### What you are asked to do
Beginning at the top of the entries below, retype each line exactly until the line containing "const shape = rows" has been written out; include no pictures and no later lines.

BEGIN Records for the task

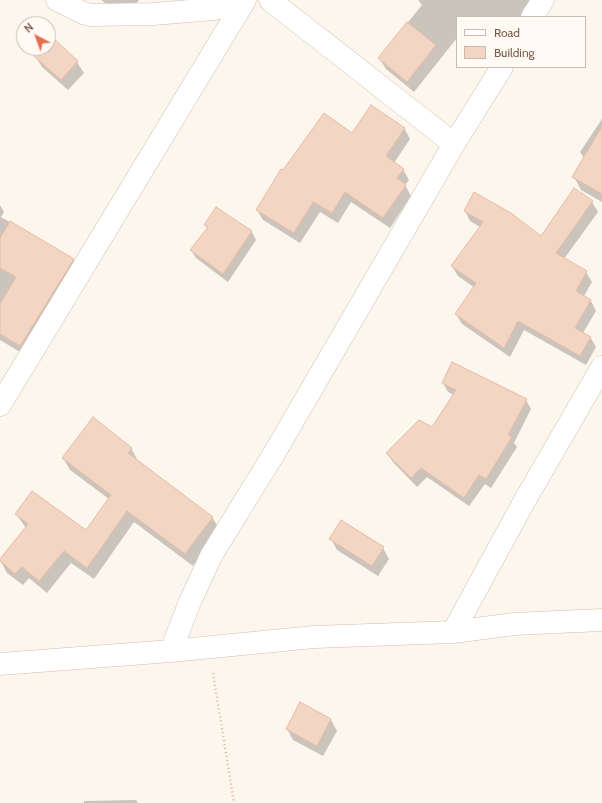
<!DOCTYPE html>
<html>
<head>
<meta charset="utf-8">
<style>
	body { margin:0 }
	#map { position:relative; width:602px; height:803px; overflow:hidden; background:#fdf6ec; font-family:Cabin,sans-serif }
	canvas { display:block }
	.legend { position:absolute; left:456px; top:16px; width:130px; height:52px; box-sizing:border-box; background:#fffaf3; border:1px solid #cabbb1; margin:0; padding:5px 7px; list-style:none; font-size:12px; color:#7a5c4d }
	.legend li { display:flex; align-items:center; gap:8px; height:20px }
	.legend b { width:20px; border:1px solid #cabbb1 }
	.north { position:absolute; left:16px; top:16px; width:40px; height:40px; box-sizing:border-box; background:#fffaf3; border:1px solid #cabbb1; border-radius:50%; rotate:319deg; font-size:11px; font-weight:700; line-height:16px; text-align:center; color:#7a5c4d }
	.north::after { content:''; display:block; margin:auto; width:14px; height:18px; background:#e76f51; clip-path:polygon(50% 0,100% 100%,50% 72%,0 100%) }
</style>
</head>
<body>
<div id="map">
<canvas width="602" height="803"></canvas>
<ul class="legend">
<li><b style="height:5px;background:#fff"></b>Road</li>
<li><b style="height:11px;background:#f3d5c3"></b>Building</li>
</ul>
<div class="north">N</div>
</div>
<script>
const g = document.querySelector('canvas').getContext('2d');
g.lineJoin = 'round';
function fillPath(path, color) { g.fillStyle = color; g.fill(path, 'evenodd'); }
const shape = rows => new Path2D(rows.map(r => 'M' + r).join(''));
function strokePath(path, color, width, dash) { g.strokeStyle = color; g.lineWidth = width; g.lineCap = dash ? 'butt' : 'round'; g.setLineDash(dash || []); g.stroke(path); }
fillPath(shape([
	[101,0,139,0,130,12,118,12],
	[418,0,539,0,528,17,457,17,457,38,414,92,386,69,379,58,422,5],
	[48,42,77,62,84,73,68,90,42,67,35,56,43,48,48,48],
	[602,119,602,202,581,190,574,177,584,158,580,152],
	[404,128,410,139,394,163,403,169,409,180,405,185,411,196,390,228,351,202,338,223,320,212,300,243,263,220,257,210,284,172,352,134],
	[592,202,598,212,564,259,586,272,592,282,584,296,591,301,596,311,583,333,590,337,596,347,586,365,524,330,510,357,462,324,456,314,475,288,458,276,452,266,480,227,470,221,465,211,541,237],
	[0,205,4,212,1,217,73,259,79,269,25,355,0,340],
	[216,208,252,232,256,240,228,282,196,258,191,250,208,229,205,225],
	[443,383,526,400,531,409,514,443,517,447,491,488,485,484,469,506,427,477,417,487,393,462,387,453,432,429,454,395,448,392],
	[131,448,138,461,137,462,212,517,220,530,193,566,134,522,94,579,71,563,47,593,29,578,23,585,7,573,0,560,26,528,16,514,86,531,109,499,70,470,63,458],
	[331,539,383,548,389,559,378,576,337,550],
	[300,703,331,720,337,731,323,756,293,740,287,729],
	[136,800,138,803,84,803,84,801]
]), '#0003');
const building = shape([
	[407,22,436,45,407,82,378,58,407,22],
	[52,37,78,61,61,80,34,56,42,48,48,48,48,41,52,37],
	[371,105,405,128,386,156,404,169,397,178,406,185,383,218,345,192,332,213,313,202,294,233,256,210,281,169,283,170,324,113,352,133,371,105],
	[602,126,602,194,572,177,602,126],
	[574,188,593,201,556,253,587,271,576,291,591,300,575,328,591,337,580,356,518,321,504,348,455,314,476,283,451,266,483,222,464,211,474,192,511,213,541,236,574,188],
	[216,207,252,231,223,274,190,250,208,227,204,225,216,207],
	[10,221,74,259,20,346,0,334,0,304,16,277,0,268,0,238,10,221],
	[452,362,527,399,508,435,512,437,486,479,479,475,464,498,421,468,411,478,386,453,419,420,432,427,456,390,442,383,452,362],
	[93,417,132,448,128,453,213,517,185,554,127,511,87,568,64,551,39,581,22,567,15,574,0,561,0,559,28,524,15,514,32,491,86,530,111,495,62,458,93,417],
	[341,520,384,547,372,566,329,539,341,520],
	[300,702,331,719,317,746,286,729,300,702]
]);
fillPath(building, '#f3d5c3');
strokePath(building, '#e6bba3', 1);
const minor = shape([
	[57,0,83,13,91,15,153,14,214,9,243,3],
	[270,0,454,144],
	[532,17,543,0],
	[0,405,245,0],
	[453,632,525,500,602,367],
	[171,651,189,604,211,556,275,452,454,144,502,67],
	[0,664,171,651,314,637,453,632,514,624,602,620]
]);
strokePath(minor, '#d1beb0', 23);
strokePath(shape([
	[213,673,234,803]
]), '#d9b8a5', 2.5, [1, 3]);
strokePath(minor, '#fff', 22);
</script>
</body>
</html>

END Records for the task

### Response
<!DOCTYPE html>
<html>
<head>
<meta charset="utf-8">
<style>
	body { margin:0 }
	#map { position:relative; width:602px; height:803px; overflow:hidden; background:#fdf6ec; font-family:Cabin,sans-serif }
	canvas { display:block }
	.legend { position:absolute; left:456px; top:16px; width:130px; height:52px; box-sizing:border-box; background:#fffaf3; border:1px solid #cabbb1; margin:0; padding:5px 7px; list-style:none; font-size:12px; color:#7a5c4d }
	.legend li { display:flex; align-items:center; gap:8px; height:20px }
	.legend b { width:20px; border:1px solid #cabbb1 }
	.north { position:absolute; left:16px; top:16px; width:40px; height:40px; box-sizing:border-box; background:#fffaf3; border:1px solid #cabbb1; border-radius:50%; rotate:319deg; font-size:11px; font-weight:700; line-height:16px; text-align:center; color:#7a5c4d }
	.north::after { content:''; display:block; margin:auto; width:14px; height:18px; background:#e76f51; clip-path:polygon(50% 0,100% 100%,50% 72%,0 100%) }
</style>
</head>
<body>
<div id="map">
<canvas width="602" height="803"></canvas>
<ul class="legend">
<li><b style="height:5px;background:#fff"></b>Road</li>
<li><b style="height:11px;background:#f3d5c3"></b>Building</li>
</ul>
<div class="north">N</div>
</div>
<script>
const g = document.querySelector('canvas').getContext('2d');
g.lineJoin = 'round';
function fillPath(path, color) { g.fillStyle = color; g.fill(path, 'evenodd'); }
const shape = rows => new Path2D(rows.map(r => 'M' + r).join(''));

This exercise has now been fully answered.